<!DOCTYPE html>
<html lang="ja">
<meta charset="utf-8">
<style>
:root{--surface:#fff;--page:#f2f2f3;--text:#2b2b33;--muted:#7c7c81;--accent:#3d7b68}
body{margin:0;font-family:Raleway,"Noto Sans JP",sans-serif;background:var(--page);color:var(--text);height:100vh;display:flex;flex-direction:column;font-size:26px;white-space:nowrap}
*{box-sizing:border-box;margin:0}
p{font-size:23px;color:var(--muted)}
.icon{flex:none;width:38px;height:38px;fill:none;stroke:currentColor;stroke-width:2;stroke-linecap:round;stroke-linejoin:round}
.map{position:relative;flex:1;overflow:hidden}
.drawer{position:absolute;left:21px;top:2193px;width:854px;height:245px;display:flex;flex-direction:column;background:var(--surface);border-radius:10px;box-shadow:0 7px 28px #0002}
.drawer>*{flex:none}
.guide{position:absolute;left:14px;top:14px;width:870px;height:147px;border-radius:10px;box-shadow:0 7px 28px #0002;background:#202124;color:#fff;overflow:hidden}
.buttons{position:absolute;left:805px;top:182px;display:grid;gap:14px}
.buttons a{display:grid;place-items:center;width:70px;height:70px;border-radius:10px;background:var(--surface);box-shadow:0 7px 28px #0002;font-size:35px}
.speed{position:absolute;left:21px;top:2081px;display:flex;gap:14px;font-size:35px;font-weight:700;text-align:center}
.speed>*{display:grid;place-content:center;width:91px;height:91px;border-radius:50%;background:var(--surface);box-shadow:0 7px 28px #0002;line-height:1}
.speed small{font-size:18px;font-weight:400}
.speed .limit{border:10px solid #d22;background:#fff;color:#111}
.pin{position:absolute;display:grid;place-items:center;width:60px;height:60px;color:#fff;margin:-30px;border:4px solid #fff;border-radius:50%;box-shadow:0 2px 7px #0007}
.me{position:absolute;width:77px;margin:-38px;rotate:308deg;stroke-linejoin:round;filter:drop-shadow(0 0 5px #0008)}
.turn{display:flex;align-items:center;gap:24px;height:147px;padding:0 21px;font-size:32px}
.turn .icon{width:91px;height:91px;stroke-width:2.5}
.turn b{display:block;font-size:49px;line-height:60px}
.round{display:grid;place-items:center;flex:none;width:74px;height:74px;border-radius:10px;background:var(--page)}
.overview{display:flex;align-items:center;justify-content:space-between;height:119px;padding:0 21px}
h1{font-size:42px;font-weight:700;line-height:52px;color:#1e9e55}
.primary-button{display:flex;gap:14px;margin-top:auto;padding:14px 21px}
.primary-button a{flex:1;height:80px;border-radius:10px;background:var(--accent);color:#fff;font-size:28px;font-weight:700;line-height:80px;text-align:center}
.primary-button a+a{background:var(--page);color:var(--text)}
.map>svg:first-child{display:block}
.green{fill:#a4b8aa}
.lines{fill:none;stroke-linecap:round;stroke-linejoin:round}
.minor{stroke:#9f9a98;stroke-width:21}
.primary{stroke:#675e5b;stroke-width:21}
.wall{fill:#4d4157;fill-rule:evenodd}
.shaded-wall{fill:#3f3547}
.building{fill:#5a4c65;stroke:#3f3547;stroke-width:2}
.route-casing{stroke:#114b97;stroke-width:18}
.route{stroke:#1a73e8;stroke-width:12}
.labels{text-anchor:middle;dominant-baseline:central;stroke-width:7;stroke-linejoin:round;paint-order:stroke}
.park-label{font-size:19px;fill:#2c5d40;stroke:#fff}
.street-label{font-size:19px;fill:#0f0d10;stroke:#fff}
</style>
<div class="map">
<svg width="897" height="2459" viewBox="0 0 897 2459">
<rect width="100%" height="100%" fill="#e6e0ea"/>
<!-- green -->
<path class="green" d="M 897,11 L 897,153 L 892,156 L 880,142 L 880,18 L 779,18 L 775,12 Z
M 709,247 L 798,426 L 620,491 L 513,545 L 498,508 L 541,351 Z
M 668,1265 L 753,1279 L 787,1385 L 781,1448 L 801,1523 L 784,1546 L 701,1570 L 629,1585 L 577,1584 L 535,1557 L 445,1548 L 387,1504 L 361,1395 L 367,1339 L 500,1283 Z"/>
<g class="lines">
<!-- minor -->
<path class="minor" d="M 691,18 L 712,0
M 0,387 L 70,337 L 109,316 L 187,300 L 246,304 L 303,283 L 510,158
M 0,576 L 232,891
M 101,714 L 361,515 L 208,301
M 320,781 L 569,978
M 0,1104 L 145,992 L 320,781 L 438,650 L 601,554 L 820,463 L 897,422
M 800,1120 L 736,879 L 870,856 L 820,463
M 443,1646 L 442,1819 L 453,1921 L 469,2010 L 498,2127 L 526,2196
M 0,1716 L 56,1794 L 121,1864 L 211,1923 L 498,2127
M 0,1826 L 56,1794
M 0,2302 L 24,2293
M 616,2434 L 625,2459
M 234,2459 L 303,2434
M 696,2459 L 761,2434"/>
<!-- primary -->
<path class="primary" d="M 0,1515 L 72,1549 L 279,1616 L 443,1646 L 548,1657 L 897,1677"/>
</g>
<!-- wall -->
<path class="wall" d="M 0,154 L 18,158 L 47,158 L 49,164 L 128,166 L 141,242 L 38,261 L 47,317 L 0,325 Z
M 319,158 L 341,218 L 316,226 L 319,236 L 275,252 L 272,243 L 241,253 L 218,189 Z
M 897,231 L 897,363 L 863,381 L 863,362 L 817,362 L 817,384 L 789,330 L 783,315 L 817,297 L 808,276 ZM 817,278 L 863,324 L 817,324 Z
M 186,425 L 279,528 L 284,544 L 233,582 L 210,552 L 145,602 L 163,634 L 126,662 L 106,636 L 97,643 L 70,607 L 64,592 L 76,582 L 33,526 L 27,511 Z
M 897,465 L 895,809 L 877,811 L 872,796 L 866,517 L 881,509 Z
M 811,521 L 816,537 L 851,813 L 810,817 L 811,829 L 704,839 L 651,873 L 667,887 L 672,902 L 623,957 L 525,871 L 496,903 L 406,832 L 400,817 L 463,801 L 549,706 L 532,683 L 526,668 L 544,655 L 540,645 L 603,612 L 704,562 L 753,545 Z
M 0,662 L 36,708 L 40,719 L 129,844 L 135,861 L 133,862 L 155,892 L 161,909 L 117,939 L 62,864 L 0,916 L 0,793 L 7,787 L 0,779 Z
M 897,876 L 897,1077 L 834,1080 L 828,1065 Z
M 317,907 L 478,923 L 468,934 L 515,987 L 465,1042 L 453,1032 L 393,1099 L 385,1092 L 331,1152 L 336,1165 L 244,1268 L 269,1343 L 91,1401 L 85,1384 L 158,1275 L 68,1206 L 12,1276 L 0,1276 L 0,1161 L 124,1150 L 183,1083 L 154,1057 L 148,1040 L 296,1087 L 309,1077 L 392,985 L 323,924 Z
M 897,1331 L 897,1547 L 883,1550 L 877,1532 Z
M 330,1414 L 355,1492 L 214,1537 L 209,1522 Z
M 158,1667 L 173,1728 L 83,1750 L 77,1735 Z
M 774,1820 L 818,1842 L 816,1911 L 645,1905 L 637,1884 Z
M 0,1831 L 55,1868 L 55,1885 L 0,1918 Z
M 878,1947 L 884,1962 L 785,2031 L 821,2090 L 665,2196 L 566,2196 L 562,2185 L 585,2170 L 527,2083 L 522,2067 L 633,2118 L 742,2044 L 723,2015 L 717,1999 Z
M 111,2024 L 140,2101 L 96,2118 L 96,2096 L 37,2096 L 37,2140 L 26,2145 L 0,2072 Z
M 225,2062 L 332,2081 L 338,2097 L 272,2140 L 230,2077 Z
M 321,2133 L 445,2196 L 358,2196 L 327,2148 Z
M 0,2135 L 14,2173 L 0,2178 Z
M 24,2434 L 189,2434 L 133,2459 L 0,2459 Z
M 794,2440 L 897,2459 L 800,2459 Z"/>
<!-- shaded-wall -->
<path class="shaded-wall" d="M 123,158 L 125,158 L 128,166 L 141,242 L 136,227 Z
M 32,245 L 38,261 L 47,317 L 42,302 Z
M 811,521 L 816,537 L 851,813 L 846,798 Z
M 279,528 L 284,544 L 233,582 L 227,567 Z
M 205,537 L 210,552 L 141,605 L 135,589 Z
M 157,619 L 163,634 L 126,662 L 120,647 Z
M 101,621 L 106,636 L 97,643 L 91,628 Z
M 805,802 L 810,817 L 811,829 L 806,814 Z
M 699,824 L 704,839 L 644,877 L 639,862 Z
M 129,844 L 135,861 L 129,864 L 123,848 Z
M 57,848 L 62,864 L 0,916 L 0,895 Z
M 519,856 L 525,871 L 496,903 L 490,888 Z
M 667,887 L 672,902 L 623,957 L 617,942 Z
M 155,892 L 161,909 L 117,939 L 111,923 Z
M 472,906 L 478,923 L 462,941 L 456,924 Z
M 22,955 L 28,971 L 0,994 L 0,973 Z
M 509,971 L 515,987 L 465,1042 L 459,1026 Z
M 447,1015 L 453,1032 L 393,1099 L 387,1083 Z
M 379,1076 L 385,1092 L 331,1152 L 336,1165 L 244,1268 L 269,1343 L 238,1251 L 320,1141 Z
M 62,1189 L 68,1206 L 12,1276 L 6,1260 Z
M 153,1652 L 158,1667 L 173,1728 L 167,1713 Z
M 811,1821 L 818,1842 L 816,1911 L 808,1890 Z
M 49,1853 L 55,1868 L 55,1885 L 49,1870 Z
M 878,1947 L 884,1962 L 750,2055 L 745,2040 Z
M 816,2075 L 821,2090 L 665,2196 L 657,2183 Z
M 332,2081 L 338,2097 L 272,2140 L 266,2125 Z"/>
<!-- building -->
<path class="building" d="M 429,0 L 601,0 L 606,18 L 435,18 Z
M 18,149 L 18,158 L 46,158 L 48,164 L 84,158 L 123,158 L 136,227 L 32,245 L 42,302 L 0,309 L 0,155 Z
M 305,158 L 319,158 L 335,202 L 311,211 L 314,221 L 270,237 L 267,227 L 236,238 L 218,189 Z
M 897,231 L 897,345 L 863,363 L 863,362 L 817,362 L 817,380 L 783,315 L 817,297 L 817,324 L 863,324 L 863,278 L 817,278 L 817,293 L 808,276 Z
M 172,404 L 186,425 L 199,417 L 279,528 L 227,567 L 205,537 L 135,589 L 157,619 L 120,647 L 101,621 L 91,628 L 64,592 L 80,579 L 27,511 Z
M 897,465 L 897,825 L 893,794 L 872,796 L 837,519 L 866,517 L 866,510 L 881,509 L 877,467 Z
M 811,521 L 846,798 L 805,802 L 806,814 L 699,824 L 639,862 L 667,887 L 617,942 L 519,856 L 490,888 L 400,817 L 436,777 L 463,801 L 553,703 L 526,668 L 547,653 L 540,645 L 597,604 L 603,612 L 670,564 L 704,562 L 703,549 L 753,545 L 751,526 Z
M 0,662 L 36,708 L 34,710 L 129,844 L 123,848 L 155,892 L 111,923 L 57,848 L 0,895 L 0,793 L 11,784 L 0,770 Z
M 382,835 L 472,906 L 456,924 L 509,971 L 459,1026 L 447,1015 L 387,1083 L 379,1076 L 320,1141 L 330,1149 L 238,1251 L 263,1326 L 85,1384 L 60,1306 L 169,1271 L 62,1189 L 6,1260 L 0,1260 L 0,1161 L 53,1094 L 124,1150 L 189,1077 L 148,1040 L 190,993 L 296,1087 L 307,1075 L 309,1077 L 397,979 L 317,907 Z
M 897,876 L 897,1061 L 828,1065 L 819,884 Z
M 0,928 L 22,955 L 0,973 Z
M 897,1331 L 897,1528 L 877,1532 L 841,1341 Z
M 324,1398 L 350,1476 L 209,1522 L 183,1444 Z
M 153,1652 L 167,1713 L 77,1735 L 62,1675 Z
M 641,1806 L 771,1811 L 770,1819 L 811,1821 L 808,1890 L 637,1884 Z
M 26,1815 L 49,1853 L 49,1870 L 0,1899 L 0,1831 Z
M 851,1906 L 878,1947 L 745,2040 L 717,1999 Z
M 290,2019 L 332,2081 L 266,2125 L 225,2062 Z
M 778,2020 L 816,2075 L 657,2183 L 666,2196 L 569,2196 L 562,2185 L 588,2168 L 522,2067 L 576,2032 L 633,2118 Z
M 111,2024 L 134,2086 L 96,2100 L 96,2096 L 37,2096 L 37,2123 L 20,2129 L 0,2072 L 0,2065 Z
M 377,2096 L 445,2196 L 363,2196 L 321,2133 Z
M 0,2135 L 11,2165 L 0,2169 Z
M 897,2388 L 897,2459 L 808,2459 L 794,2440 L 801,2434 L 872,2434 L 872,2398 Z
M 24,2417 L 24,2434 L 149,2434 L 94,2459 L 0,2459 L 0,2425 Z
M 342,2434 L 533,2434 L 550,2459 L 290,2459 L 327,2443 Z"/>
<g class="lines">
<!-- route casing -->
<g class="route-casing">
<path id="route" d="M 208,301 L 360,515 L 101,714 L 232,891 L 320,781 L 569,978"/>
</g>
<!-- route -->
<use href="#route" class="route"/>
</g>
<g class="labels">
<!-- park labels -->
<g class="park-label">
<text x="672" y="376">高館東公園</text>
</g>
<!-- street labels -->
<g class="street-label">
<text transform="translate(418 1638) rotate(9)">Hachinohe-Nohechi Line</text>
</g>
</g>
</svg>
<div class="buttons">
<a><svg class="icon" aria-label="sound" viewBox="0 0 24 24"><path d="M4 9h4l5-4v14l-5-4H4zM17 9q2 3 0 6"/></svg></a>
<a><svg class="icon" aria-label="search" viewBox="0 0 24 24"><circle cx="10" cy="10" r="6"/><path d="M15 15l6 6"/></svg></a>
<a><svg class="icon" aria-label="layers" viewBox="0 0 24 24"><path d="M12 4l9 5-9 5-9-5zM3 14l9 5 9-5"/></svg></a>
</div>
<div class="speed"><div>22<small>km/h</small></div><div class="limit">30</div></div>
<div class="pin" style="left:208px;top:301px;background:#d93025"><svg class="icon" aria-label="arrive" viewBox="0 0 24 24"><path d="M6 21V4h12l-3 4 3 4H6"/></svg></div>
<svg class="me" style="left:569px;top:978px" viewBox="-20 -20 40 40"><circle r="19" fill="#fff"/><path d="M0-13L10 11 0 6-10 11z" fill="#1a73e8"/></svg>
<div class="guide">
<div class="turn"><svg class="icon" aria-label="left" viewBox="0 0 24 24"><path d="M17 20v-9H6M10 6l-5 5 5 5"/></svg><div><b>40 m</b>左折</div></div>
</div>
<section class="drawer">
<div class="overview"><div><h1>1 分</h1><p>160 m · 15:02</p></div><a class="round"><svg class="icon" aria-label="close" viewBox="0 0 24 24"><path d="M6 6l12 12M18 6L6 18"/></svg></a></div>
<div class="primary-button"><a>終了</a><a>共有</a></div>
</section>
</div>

#### Your task
Lines from the one with "M 342,2434 L" through the last line above must be printed exactly; no other line is to appear.

#### Answer to this exercise
M 342,2434 L 533,2434 L 550,2459 L 290,2459 L 327,2443 Z"/>
<g class="lines">
<!-- route casing -->
<g class="route-casing">
<path id="route" d="M 208,301 L 360,515 L 101,714 L 232,891 L 320,781 L 569,978"/>
</g>
<!-- route -->
<use href="#route" class="route"/>
</g>
<g class="labels">
<!-- park labels -->
<g class="park-label">
<text x="672" y="376">高館東公園</text>
</g>
<!-- street labels -->
<g class="street-label">
<text transform="translate(418 1638) rotate(9)">Hachinohe-Nohechi Line</text>
</g>
</g>
</svg>
<div class="buttons">
<a><svg class="icon" aria-label="sound" viewBox="0 0 24 24"><path d="M4 9h4l5-4v14l-5-4H4zM17 9q2 3 0 6"/></svg></a>
<a><svg class="icon" aria-label="search" viewBox="0 0 24 24"><circle cx="10" cy="10" r="6"/><path d="M15 15l6 6"/></svg></a>
<a><svg class="icon" aria-label="layers" viewBox="0 0 24 24"><path d="M12 4l9 5-9 5-9-5zM3 14l9 5 9-5"/></svg></a>
</div>
<div class="speed"><div>22<small>km/h</small></div><div class="limit">30</div></div>
<div class="pin" style="left:208px;top:301px;background:#d93025"><svg class="icon" aria-label="arrive" viewBox="0 0 24 24"><path d="M6 21V4h12l-3 4 3 4H6"/></svg></div>
<svg class="me" style="left:569px;top:978px" viewBox="-20 -20 40 40"><circle r="19" fill="#fff"/><path d="M0-13L10 11 0 6-10 11z" fill="#1a73e8"/></svg>
<div class="guide">
<div class="turn"><svg class="icon" aria-label="left" viewBox="0 0 24 24"><path d="M17 20v-9H6M10 6l-5 5 5 5"/></svg><div><b>40 m</b>左折</div></div>
</div>
<section class="drawer">
<div class="overview"><div><h1>1 分</h1><p>160 m · 15:02</p></div><a class="round"><svg class="icon" aria-label="close" viewBox="0 0 24 24"><path d="M6 6l12 12M18 6L6 18"/></svg></a></div>
<div class="primary-button"><a>終了</a><a>共有</a></div>
</section>
</div>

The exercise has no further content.